* **Provided records**

◆ ◆ ◆ ◆ ◆

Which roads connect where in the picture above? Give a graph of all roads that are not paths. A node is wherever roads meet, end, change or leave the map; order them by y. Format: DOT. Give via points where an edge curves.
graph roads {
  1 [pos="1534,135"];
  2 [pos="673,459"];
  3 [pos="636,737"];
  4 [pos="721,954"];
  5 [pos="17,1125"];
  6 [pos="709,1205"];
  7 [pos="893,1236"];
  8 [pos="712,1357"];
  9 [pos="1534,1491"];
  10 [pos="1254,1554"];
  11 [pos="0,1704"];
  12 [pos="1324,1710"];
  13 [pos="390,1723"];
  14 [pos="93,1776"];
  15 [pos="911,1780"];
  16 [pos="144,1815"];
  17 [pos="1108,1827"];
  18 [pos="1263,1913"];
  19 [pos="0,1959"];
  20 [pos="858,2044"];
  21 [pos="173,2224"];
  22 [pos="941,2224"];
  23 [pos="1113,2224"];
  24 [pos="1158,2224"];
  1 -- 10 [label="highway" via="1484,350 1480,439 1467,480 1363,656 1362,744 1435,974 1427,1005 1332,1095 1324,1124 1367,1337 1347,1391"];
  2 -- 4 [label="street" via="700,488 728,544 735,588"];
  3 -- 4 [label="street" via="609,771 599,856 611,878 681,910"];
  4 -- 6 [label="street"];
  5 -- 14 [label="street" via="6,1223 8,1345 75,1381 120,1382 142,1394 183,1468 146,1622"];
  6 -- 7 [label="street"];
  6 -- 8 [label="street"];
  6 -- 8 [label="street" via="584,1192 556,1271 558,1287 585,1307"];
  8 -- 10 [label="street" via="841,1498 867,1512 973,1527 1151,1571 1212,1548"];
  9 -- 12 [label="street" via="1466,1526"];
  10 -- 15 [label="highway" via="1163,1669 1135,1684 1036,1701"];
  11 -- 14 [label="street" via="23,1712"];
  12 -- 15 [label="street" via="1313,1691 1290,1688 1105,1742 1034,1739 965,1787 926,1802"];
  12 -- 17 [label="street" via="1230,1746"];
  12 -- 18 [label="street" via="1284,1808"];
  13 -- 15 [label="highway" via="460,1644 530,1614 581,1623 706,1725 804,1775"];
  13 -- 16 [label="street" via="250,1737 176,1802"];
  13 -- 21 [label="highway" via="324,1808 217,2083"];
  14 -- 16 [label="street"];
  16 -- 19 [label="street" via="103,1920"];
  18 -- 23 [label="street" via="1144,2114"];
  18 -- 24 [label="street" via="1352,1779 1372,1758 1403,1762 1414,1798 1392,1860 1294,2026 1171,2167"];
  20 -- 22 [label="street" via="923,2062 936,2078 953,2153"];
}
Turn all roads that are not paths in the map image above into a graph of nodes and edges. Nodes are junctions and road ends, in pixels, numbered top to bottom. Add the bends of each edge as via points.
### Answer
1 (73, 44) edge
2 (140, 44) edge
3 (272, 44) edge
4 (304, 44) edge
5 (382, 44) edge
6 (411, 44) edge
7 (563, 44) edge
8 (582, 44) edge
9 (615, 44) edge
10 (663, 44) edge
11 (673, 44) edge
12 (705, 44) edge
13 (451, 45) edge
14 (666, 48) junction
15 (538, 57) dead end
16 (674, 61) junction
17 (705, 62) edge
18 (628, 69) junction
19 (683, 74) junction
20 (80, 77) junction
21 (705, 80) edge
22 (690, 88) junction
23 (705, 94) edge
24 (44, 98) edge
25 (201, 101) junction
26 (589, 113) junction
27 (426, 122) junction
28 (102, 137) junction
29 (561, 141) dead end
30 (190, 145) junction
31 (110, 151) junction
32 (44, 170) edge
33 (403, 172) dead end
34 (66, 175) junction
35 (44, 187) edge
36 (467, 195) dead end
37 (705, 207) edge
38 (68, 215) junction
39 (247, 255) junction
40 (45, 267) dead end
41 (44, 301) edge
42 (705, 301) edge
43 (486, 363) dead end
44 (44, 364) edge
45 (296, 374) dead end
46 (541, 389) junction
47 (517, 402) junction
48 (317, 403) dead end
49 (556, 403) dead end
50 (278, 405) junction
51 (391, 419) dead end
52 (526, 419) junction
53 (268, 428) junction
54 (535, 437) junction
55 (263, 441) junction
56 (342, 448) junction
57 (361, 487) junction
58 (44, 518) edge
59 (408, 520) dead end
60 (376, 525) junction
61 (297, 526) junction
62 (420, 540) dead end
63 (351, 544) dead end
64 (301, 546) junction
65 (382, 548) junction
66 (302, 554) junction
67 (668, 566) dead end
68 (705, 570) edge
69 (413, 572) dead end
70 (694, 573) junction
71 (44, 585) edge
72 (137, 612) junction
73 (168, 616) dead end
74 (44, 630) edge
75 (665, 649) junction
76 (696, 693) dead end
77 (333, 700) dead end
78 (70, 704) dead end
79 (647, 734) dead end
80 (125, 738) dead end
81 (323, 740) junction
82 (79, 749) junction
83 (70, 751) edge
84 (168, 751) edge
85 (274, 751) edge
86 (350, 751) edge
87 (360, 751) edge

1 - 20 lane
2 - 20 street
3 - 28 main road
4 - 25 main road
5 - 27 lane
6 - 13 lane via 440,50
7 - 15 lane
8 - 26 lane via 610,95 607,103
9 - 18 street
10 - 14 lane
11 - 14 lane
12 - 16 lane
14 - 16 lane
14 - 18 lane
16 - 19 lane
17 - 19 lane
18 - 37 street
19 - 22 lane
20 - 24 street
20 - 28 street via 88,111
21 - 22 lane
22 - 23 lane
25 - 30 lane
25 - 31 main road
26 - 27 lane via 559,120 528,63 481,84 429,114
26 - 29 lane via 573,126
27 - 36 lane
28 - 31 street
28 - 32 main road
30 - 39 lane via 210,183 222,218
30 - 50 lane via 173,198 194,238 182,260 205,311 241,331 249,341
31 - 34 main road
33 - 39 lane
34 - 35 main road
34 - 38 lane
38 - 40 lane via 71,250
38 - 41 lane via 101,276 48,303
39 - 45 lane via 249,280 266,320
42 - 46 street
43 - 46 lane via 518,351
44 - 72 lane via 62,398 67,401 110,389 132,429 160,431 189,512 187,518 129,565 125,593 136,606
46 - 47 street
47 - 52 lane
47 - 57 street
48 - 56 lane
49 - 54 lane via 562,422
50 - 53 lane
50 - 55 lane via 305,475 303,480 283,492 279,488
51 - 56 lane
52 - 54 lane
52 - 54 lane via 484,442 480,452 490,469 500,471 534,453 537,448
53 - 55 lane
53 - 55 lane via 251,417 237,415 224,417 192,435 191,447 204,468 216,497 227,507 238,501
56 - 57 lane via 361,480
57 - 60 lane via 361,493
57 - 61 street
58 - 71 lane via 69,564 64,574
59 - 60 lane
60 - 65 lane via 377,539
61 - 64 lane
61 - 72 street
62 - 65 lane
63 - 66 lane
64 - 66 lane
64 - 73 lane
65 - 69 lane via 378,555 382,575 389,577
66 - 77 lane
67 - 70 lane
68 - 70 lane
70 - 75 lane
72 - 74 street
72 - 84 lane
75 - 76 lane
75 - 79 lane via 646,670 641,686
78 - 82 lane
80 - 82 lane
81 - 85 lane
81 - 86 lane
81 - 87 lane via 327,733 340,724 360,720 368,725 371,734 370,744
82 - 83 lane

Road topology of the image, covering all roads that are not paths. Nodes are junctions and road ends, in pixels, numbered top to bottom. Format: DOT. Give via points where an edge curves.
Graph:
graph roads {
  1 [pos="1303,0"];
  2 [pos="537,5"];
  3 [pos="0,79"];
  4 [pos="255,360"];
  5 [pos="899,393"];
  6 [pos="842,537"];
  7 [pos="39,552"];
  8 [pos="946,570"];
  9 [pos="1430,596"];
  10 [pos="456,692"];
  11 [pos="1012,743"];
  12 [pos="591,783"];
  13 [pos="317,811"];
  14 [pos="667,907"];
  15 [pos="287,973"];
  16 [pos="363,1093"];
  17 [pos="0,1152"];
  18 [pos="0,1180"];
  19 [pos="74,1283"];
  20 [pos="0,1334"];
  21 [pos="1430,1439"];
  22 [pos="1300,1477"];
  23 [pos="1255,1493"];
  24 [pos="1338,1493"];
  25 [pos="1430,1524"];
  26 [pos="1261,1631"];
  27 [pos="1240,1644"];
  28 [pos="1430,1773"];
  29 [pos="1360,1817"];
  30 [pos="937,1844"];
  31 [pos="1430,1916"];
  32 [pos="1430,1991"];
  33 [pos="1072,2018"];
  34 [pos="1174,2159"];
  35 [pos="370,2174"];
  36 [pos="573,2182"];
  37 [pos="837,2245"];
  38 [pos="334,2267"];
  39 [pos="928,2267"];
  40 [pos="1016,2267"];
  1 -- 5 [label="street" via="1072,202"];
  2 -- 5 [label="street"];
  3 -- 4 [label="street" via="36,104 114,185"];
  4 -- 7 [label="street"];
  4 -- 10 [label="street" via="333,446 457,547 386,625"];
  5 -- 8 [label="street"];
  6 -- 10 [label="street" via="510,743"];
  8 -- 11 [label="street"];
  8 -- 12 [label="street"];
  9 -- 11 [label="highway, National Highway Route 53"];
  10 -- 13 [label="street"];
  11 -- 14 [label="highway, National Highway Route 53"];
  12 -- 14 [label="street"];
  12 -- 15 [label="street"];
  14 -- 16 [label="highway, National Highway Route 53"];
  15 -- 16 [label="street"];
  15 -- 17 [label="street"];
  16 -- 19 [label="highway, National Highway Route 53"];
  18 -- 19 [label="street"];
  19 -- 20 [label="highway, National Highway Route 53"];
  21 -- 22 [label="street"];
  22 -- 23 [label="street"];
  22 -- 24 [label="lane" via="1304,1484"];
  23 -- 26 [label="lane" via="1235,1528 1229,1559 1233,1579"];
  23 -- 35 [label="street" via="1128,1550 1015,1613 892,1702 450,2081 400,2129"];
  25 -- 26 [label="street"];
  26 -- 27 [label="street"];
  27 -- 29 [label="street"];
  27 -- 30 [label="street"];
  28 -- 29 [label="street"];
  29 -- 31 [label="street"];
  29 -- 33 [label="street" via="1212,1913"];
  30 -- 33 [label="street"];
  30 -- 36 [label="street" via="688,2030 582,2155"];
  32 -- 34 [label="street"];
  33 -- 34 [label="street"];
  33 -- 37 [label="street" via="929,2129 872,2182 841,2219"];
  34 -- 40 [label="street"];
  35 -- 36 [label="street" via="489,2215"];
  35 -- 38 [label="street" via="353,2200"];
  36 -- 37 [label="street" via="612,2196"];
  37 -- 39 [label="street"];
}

◆ ◆ ◆ ◆ ◆

* **Exercise description**
Show all lines in the entries above where the word "highway" appears.

* **Written solution**
  1 -- 10 [label="highway" via="1484,350 1480,439 1467,480 1363,656 1362,744 1435,974 1427,1005 1332,1095 1324,1124 1367,1337 1347,1391"];
  10 -- 15 [label="highway" via="1163,1669 1135,1684 1036,1701"];
  13 -- 15 [label="highway" via="460,1644 530,1614 581,1623 706,1725 804,1775"];
  13 -- 21 [label="highway" via="324,1808 217,2083"];
  9 -- 11 [label="highway, National Highway Route 53"];
  11 -- 14 [label="highway, National Highway Route 53"];
  14 -- 16 [label="highway, National Highway Route 53"];
  16 -- 19 [label="highway, National Highway Route 53"];
  19 -- 20 [label="highway, National Highway Route 53"];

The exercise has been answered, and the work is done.